- _WHAT THE TASK REQUIRES_
When a line of the records contains "肯特大街", copy it.

═════ GIVEN DATA

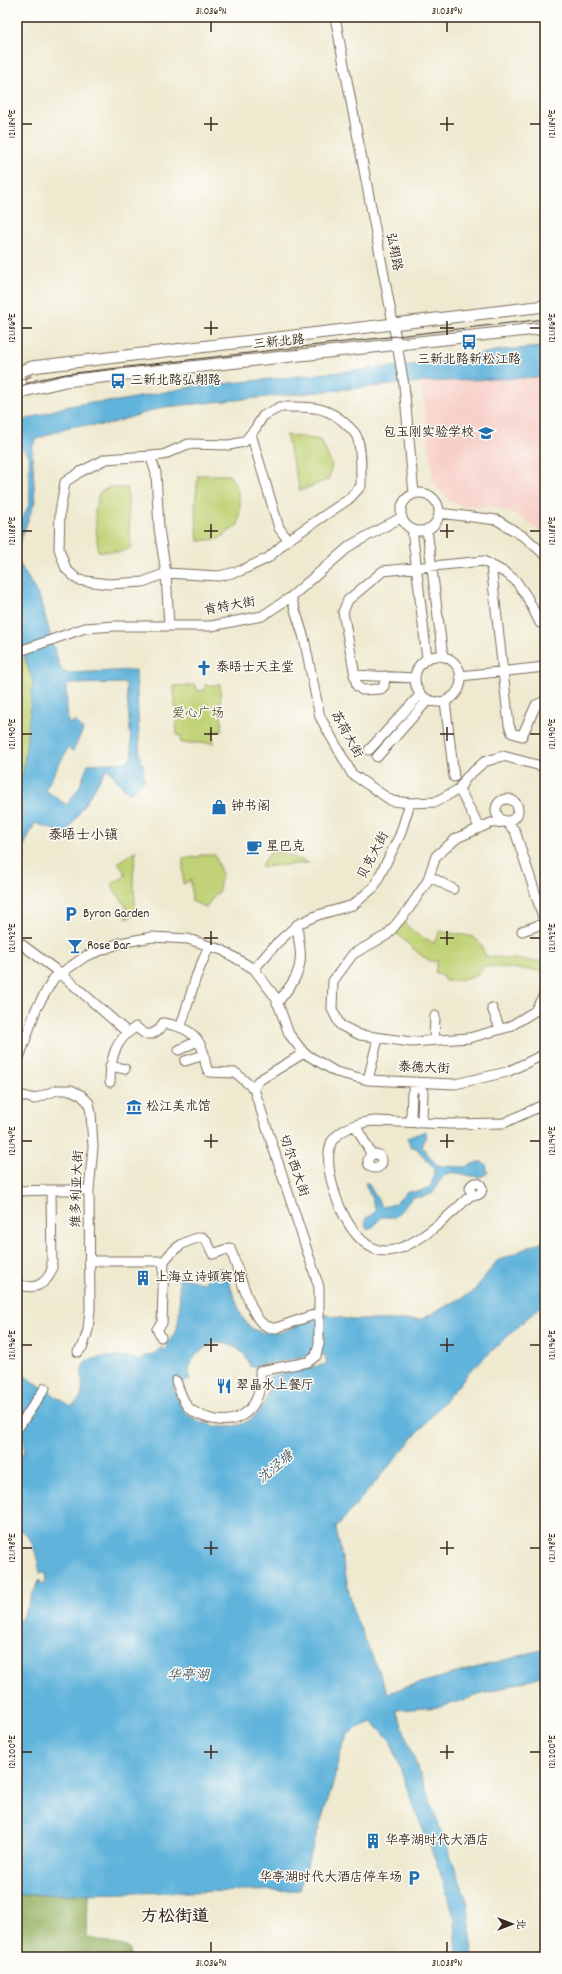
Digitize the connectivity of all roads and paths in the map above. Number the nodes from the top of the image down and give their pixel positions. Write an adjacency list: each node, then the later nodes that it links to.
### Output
1 (335, 17): 3 (street, 弘翔路)
2 (545, 306): 3 (main road, 三新北路)
3 (394, 324): 5 (street, 弘翔路); 6 (main road, 三新北路)
4 (545, 328): 5 (main road, 三新北路)
5 (397, 344): 7 (main road, 三新北路); 10 (street, 弘翔路)
6 (17, 371): 7 (street)
7 (20, 393)
8 (251, 434): 9 (street); 15 (street); 15 (street)
9 (150, 455): 20 (street); 20 (street)
10 (414, 494): 11 (street); 12 (street)
11 (439, 513): 14 (street); 16 (street)
12 (402, 517): 13 (street); 21 (street, 肯特大街)
13 (412, 529): 14 (street); 19 (street)
14 (427, 529): 18 (street)
15 (288, 540): 20 (street)
16 (545, 555)
17 (491, 565): 18 (street); 22 (street); 28 (street)
18 (432, 566): 19 (street); 25 (street)
19 (417, 567): 26 (street); 29 (street)
20 (166, 573): 23 (street)
21 (291, 597): 23 (street, 肯特大街); 41 (street, 苏荷大街)
22 (540, 623)
23 (169, 626): 24 (street, 肯特大街)
24 (18, 652)
25 (443, 657): 26 (street); 31 (street)
26 (427, 659): 32 (street)
27 (545, 667): 28 (street)
28 (503, 671): 31 (street); 35 (street)
29 (354, 675): 30 (street); 30 (street)
30 (385, 676): 32 (street)
31 (460, 676): 34 (street)
32 (415, 678): 33 (street)
33 (424, 697): 34 (street); 36 (street); 37 (street)
34 (445, 701): 39 (street)
35 (542, 702)
36 (369, 750)
37 (377, 758)
38 (545, 767): 40 (street)
39 (454, 777)
40 (459, 789): 41 (street, 苏荷大街); 42 (street)
41 (410, 803): 46 (street, 贝克大街)
42 (480, 828): 43 (street); 45 (street)
43 (429, 876): 44 (street); 61 (street)
44 (453, 889)
45 (545, 923): 47 (street)
46 (298, 924): 50 (street, 贝克大街); 53 (street)
47 (522, 931)
48 (17, 941): 51 (street)
49 (209, 946): 50 (street); 51 (street); 56 (street)
50 (254, 969): 53 (street)
51 (60, 973): 58 (street); 60 (street)
52 (545, 992): 57 (street)
53 (277, 1003): 65 (street)
54 (492, 1008): 57 (street)
55 (435, 1016): 62 (street)
56 (181, 1026): 58 (street); 63 (street)
57 (500, 1030): 62 (street)
58 (127, 1032): 70 (street)
59 (17, 1034): 60 (street)
60 (27, 1036): 69 (street)
61 (378, 1038): 62 (street); 72 (street)
62 (434, 1040)
63 (197, 1041): 64 (street); 67 (street)
64 (179, 1050)
65 (304, 1053): 72 (street, 泰德大街); 75 (street)
66 (545, 1054): 74 (street, 泰德大街)
67 (204, 1055): 68 (street); 75 (street)
68 (185, 1061)
69 (17, 1064)
70 (110, 1066): 71 (street); 73 (street)
71 (125, 1068)
72 (368, 1080): 74 (street, 泰德大街)
73 (110, 1082)
74 (417, 1082): 78 (street)
75 (254, 1089): 88 (street, 切尔西大街)
76 (17, 1094): 82 (street, 维多利亚大街)
77 (545, 1104): 78 (street)
78 (417, 1123): 79 (street)
79 (355, 1125): 80 (street); 84 (street)
80 (372, 1155)
81 (51, 1190): 82 (street); 83 (street); 87 (street)
82 (89, 1190): 85 (street, 维多利亚大街)
83 (17, 1191)
84 (472, 1194)
85 (89, 1260): 86 (street); 90 (street, 维多利亚大街)
86 (164, 1260): 88 (street); 89 (street)
87 (17, 1283)
88 (319, 1313): 91 (street, 切尔西大街)
89 (161, 1337)
90 (78, 1352)
91 (176, 1381)
92 (45, 1388): 93 (street)
93 (18, 1428)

══════════

- _COMPLETED TASK_
12 (402, 517): 13 (street); 21 (street, 肯特大街)
21 (291, 597): 23 (street, 肯特大街); 41 (street, 苏荷大街)
23 (169, 626): 24 (street, 肯特大街)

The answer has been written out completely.